§ ABOUT THIS TASK
Word for word, copy out every line of the records, omitting each picture.

[Stored items]
□ □ □

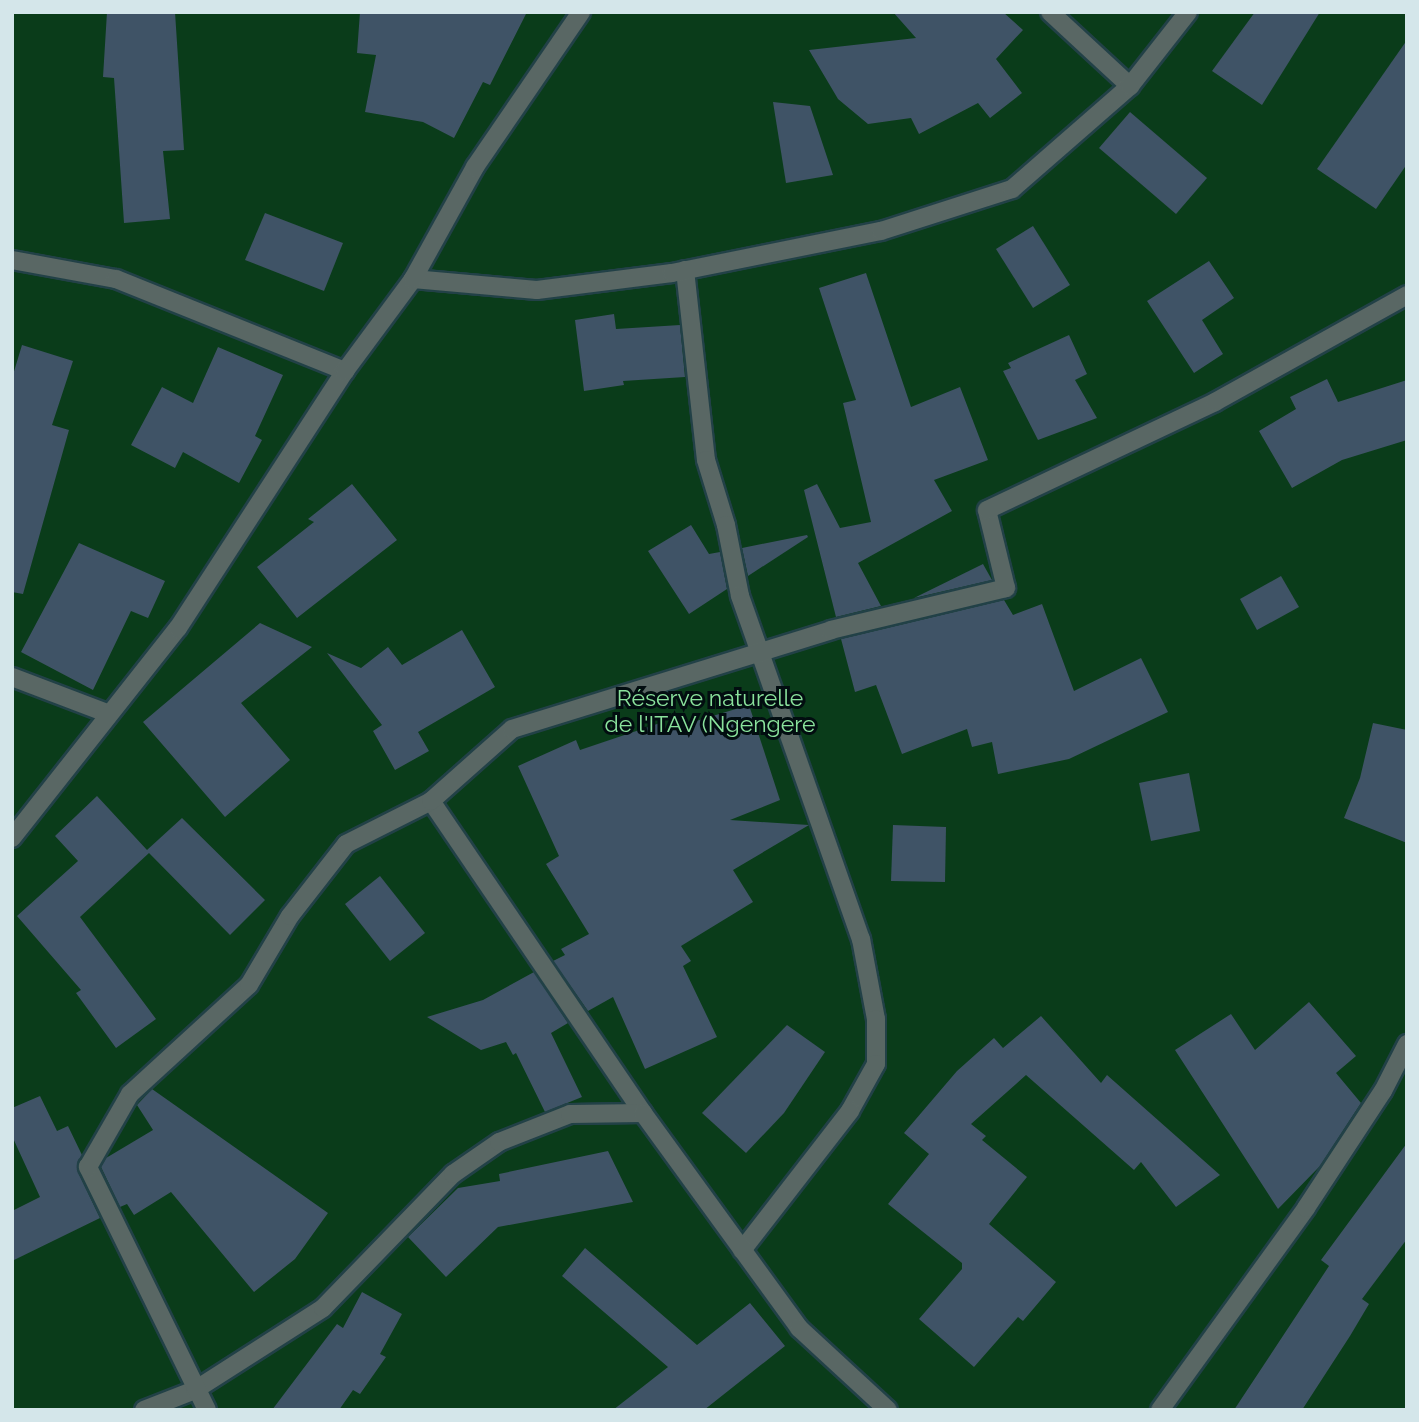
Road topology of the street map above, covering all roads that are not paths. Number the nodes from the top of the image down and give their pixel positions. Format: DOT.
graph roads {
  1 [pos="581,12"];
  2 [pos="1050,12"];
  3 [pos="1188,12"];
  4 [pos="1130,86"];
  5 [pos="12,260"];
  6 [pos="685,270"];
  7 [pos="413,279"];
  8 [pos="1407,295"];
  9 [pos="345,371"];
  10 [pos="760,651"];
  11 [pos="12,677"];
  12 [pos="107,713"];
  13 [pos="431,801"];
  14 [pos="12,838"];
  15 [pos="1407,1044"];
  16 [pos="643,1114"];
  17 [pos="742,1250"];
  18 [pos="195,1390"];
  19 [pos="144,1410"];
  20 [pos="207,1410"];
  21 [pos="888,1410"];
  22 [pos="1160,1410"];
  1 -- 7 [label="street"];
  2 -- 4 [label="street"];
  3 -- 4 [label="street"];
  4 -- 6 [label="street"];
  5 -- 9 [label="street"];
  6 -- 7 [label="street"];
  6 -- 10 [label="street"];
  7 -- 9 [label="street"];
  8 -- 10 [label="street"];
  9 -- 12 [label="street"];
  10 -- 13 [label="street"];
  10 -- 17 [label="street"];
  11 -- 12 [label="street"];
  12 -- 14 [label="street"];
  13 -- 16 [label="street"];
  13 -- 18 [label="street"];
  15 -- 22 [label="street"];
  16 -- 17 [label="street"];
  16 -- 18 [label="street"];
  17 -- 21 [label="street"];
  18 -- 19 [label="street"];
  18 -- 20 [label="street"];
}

□ □ □

§ ANSWER SPACE
Road topology of the street map above, covering all roads that are not paths. Number the nodes from the top of the image down and give their pixel positions. Format: DOT.
graph roads {
  1 [pos="581,12"];
  2 [pos="1050,12"];
  3 [pos="1188,12"];
  4 [pos="1130,86"];
  5 [pos="12,260"];
  6 [pos="685,270"];
  7 [pos="413,279"];
  8 [pos="1407,295"];
  9 [pos="345,371"];
  10 [pos="760,651"];
  11 [pos="12,677"];
  12 [pos="107,713"];
  13 [pos="431,801"];
  14 [pos="12,838"];
  15 [pos="1407,1044"];
  16 [pos="643,1114"];
  17 [pos="742,1250"];
  18 [pos="195,1390"];
  19 [pos="144,1410"];
  20 [pos="207,1410"];
  21 [pos="888,1410"];
  22 [pos="1160,1410"];
  1 -- 7 [label="street"];
  2 -- 4 [label="street"];
  3 -- 4 [label="street"];
  4 -- 6 [label="street"];
  5 -- 9 [label="street"];
  6 -- 7 [label="street"];
  6 -- 10 [label="street"];
  7 -- 9 [label="street"];
  8 -- 10 [label="street"];
  9 -- 12 [label="street"];
  10 -- 13 [label="street"];
  10 -- 17 [label="street"];
  11 -- 12 [label="street"];
  12 -- 14 [label="street"];
  13 -- 16 [label="street"];
  13 -- 18 [label="street"];
  15 -- 22 [label="street"];
  16 -- 17 [label="street"];
  16 -- 18 [label="street"];
  17 -- 21 [label="street"];
  18 -- 19 [label="street"];
  18 -- 20 [label="street"];
}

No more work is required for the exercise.